Items from a data source

___

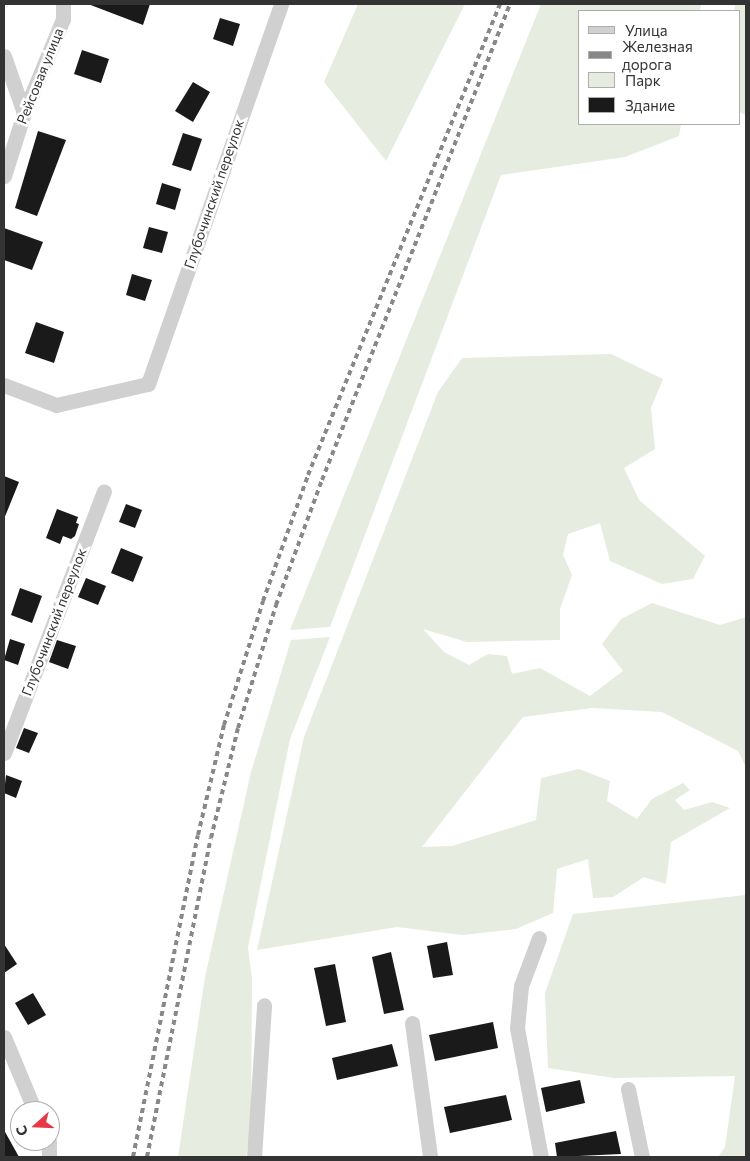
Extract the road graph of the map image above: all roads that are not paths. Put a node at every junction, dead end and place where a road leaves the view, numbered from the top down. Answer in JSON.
{"nodes":[{"id":1,"x":63,"y":4,"type":"edge"},
{"id":2,"x":281,"y":4,"type":"edge"},
{"id":3,"x":4,"y":56,"type":"edge"},
{"id":4,"x":24,"y":113,"type":"junction"},
{"id":5,"x":4,"y":176,"type":"edge"},
{"id":6,"x":4,"y":385,"type":"edge"},
{"id":7,"x":104,"y":491,"type":"dead end"},
{"id":8,"x":4,"y":754,"type":"edge"},
{"id":9,"x":539,"y":938,"type":"dead end"},
{"id":10,"x":264,"y":1005,"type":"dead end"},
{"id":11,"x":412,"y":1023,"type":"dead end"},
{"id":12,"x":4,"y":1037,"type":"edge"},
{"id":13,"x":628,"y":1090,"type":"dead end"},
{"id":14,"x":32,"y":1101,"type":"edge"},
{"id":15,"x":254,"y":1157,"type":"edge"},
{"id":16,"x":430,"y":1157,"type":"edge"},
{"id":17,"x":541,"y":1157,"type":"edge"},
{"id":18,"x":642,"y":1157,"type":"edge"}],
"edges":[{"from":1,"to":4,"type":"street","name":"Рейсовая улица"},
{"from":2,"to":6,"type":"street","name":"Глубочинский переулок"},
{"from":3,"to":4,"type":"street"},
{"from":4,"to":5,"type":"street","name":"Рейсовая улица"},
{"from":7,"to":8,"type":"street","name":"Глубочинский переулок"},
{"from":9,"to":17,"type":"street"},
{"from":10,"to":15,"type":"street"},
{"from":11,"to":16,"type":"street"},
{"from":12,"to":14,"type":"street"},
{"from":13,"to":18,"type":"street"}]}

___

Among the entries, find every line holding "street" and return it.

"edges":[{"from":1,"to":4,"type":"street","name":"Рейсовая улица"},
{"from":2,"to":6,"type":"street","name":"Глубочинский переулок"},
{"from":3,"to":4,"type":"street"},
{"from":4,"to":5,"type":"street","name":"Рейсовая улица"},
{"from":7,"to":8,"type":"street","name":"Глубочинский переулок"},
{"from":9,"to":17,"type":"street"},
{"from":10,"to":15,"type":"street"},
{"from":11,"to":16,"type":"street"},
{"from":12,"to":14,"type":"street"},
{"from":13,"to":18,"type":"street"}]}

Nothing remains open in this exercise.